Para verificar esta última afirmación, no hay más que recordar las inesperadas dificultades de las cadenas occidentales para  explicar la súbita reaparición de Chávez, su reposición en Miraflores y la derrota de la intentona golpista oligárquica.
Hasta ese momento, la centralidad de las imágenes, acompañadas de módicos argumentos reiterados hasta el hartazgo, que –sustancialmente-  transmitían al mundo  la caída del tirano, producida a manos de fuerzas  democráticas, se constituyeron en las módicas formas  explicativas del  alevoso golpe de estado.
Es curioso observar el proceso que se vive, en este mismo sentido, en la Argentina. Ante la derrota estrepitosa sufrida por las minorías antigubernamentales en las pasadas elecciones presidenciales, y la imposibilidad previsible de torcer el rumbo del gobierno popular de Cristina Fernández, los grupos concentrados de poder han decidido dar la pelea desde el exterior. Sueltos periodísticos que dan cuenta de próximos apocalipsis atribuidos a diarios europeos, el revoloteo para nada casual del lobbista Aznar predicando en Guatemala ( gobernada por un presidente acusado de participar de un genocidio)  las bondades de la economía de mercado,  y las alianzas (editoriales y empresariales) de los grandes medios de comunicación con pares extranjeros, intentan crear un clima de inquietud profunda que se complementa con las imágenes de varios miles personas en la mítica Plaza de Mayo, profiriendo insultos e instando el derrocamiento del gobierno democrático.
Si algo pudo capitalizar la derecha de esta nueva y anodina forma de crispación conservadora, es justamente la profusión de imágenes que recorrieron el mundo  meticulosa y recurrentemente.

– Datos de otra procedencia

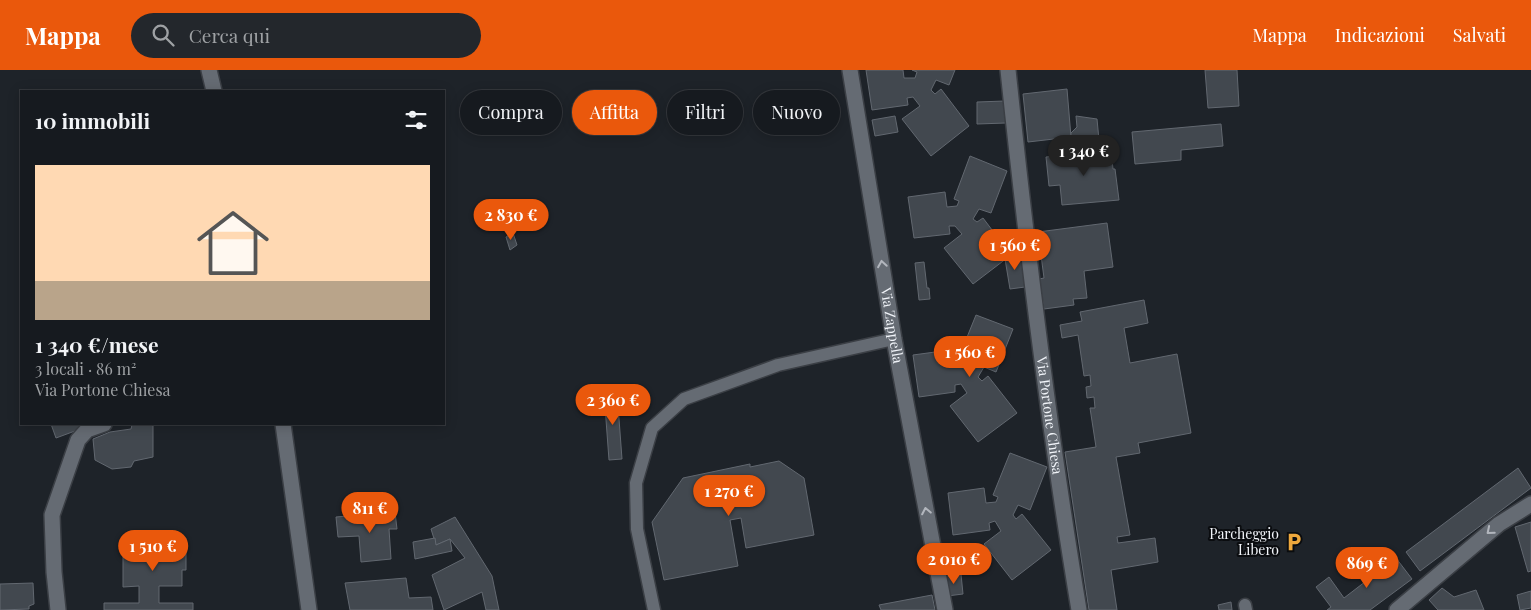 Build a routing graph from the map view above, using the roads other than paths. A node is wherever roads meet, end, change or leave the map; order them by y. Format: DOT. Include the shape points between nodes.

Las minorías locales y el imperialismo tienen, por fin, su secuencia. A ella sólo deben agregarse las argumentaciones fatuas, las explicaciones rotundamente falaces de lo que sucede en el país y la reiteración maniquea de la existencia de un gobierno autoritario, autista, antidemocrático, etcétera. No es menor el saldo favorable, si tenemos en cuenta el raquitismo comparativo de esas movilizaciones, mucho menos numerosas que la concentración protagonizada en la misma plaza por los hinchas del Club Atlético San Lorenzo de Almagro, que pocos meses atrás reclamaron la vuelta de su estadio al histórico barrio de Boedo.